BB: There is something special about smell. It is a direct access to memory and emotion. Scents are unbelievable; they make you travel in space and time; they make you love a person, and at the same time, it is a very primitive idea.
HG: Has a movie or piece of music or art ever inspired any of your fragrances?
BB: Of course, all forms of art dialogue with one another. When we made L’lvrée Bleue, for example, that is a very narcotic scent reminiscent of exotic forests. It is hard not to think of the painting of Gauguin, or of the Douanier Rousseau, or of books such as The Heart of Darkness. I think the pieces of art that touched us throughout our lives have definitely inspired us, and you can find hints of them in everything we do: the scents, the bottles, the texts we write…all of it.
HG: How does being a family affect the business model of Ormaie Paris?
BB: A family business allows for a common vision to be shared. It allows us to put creativity first and to make no concessions on the quality and the beauty of the product. It also allows us to build very special relationships with craftsmen and artists and to take our time.

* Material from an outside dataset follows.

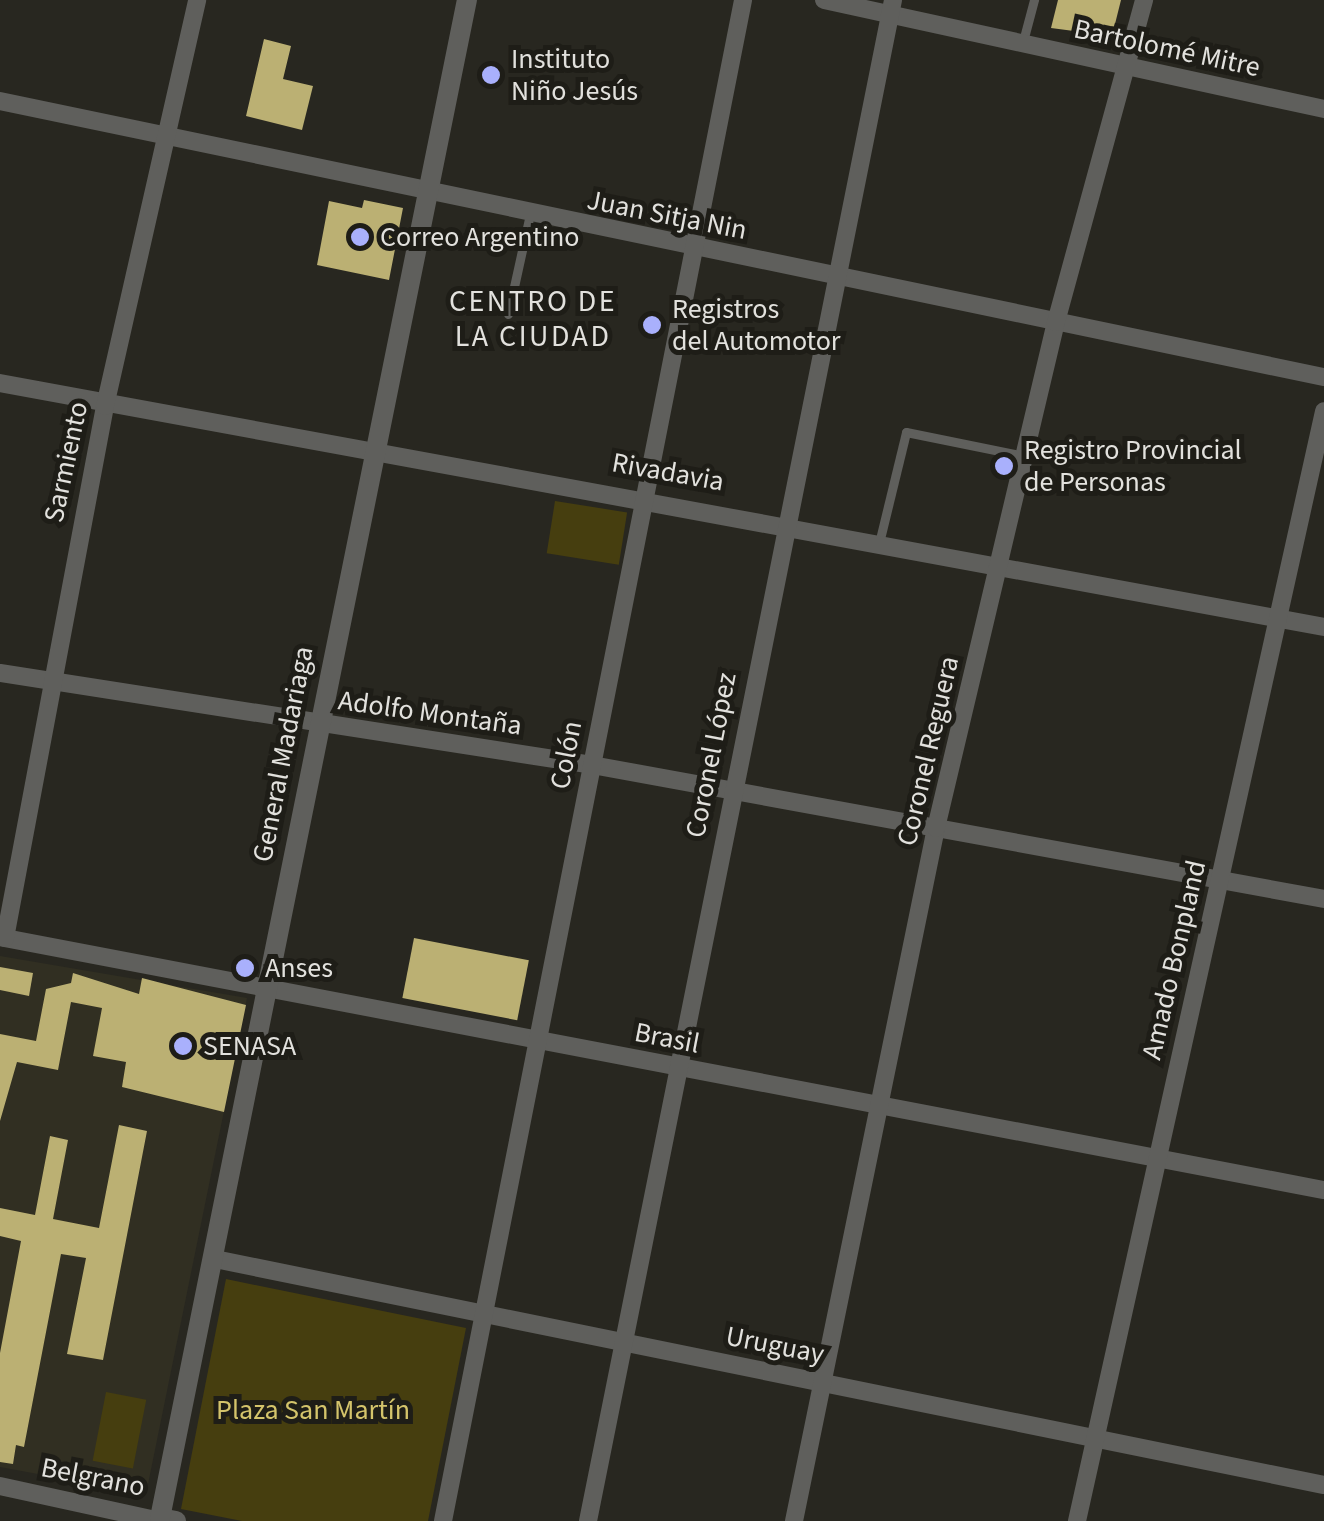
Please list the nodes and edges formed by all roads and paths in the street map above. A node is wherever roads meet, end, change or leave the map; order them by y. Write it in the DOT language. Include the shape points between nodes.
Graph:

Everything from the names of your perfumes to the shapes of the bottles is very personal. Do you view the process as poetry in a sense?[/subheader]
BB: There is definitely an artistic process in what we do. We put a lot of our emotions into the things we create, and a lot of the process is very personal. We try to translate these emotions into beautiful scents, bottles, even pictures.
I think all people who create draw inspiration from their lives and have a need to translate those emotions into something tangible. It is a very beautiful compliment to say it is a similar process to poetry because it starts with an emotion—a need to create—and only takes shape through a lot of iterations and a lot of work. Some poets can work endless hours on one sentence and that is an approach we definitely can relate to closely.
HG: What emotions do you hope Ormaie Paris fragrances will evoke?
It was important for us to make something happy, inspiring and something that would bring joy to people when it came to the bottle. It is very complex to have a beautiful object full of craftsmanship that makes people happy.
After, what is so special about smell, is that it will take you back to a very personal place. I was having coffee yesterday with an artist and when she smelled 28° , it brought her back to her summer holidays as a kid next to the lakes, and you could see in her eyes that she left for just a second. That is a beautiful feeling.
HG: What is a current scent you wear near daily?
BB: I alternate between Les Brumes and Le Passant. I love the citrus and the woods of Les Brumes; it’s the idea of the mist on a citrus field. Le Passant was very difficult to make; it was a very important memory for us. We wanted a very elegant lavender that was soft, with vanilla. I love wearing it.